» REQUIRED ACTION:
Each record should reappear exactly in your answer, minus any picture.

SOURCE MATERIAL: Begin

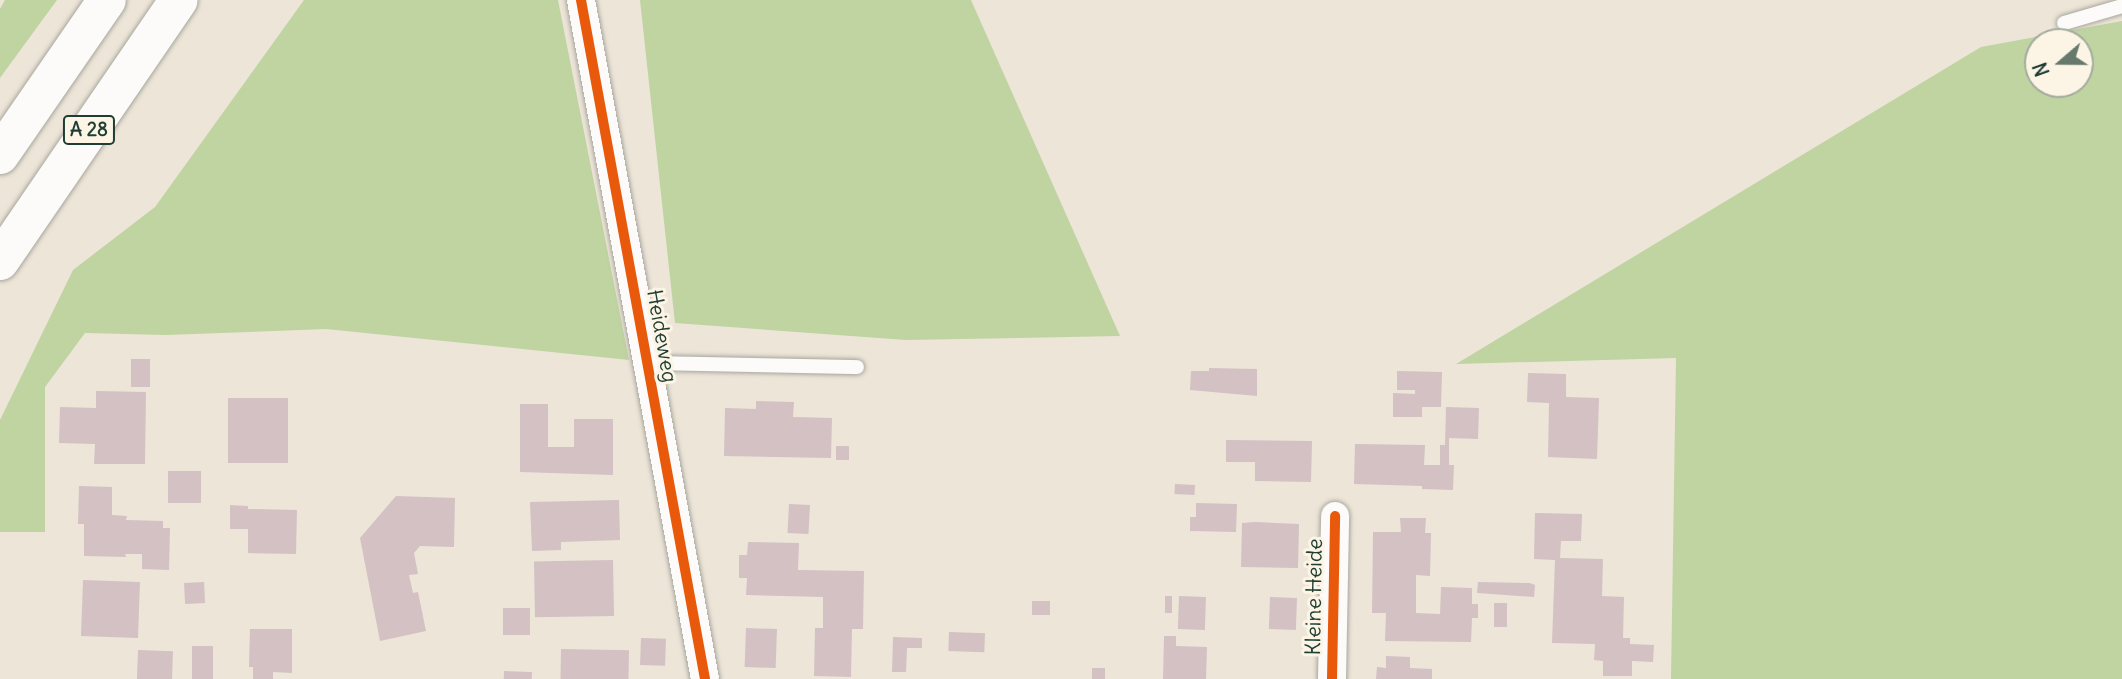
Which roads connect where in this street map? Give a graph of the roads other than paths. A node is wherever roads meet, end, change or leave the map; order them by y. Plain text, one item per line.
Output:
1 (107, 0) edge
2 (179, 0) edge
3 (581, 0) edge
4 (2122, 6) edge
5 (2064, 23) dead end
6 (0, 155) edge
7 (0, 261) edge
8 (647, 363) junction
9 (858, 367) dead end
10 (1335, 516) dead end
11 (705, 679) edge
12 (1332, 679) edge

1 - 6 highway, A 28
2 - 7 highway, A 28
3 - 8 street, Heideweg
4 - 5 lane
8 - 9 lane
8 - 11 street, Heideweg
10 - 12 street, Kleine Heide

SOURCE MATERIAL: End

» SOLUTION TO THIS PROBLEM:
Which roads connect where in this street map? Give a graph of the roads other than paths. A node is wherever roads meet, end, change or leave the map; order them by y. Plain text, one item per line.
Output:
1 (107, 0) edge
2 (179, 0) edge
3 (581, 0) edge
4 (2122, 6) edge
5 (2064, 23) dead end
6 (0, 155) edge
7 (0, 261) edge
8 (647, 363) junction
9 (858, 367) dead end
10 (1335, 516) dead end
11 (705, 679) edge
12 (1332, 679) edge

1 - 6 highway, A 28
2 - 7 highway, A 28
3 - 8 street, Heideweg
4 - 5 lane
8 - 9 lane
8 - 11 street, Heideweg
10 - 12 street, Kleine Heide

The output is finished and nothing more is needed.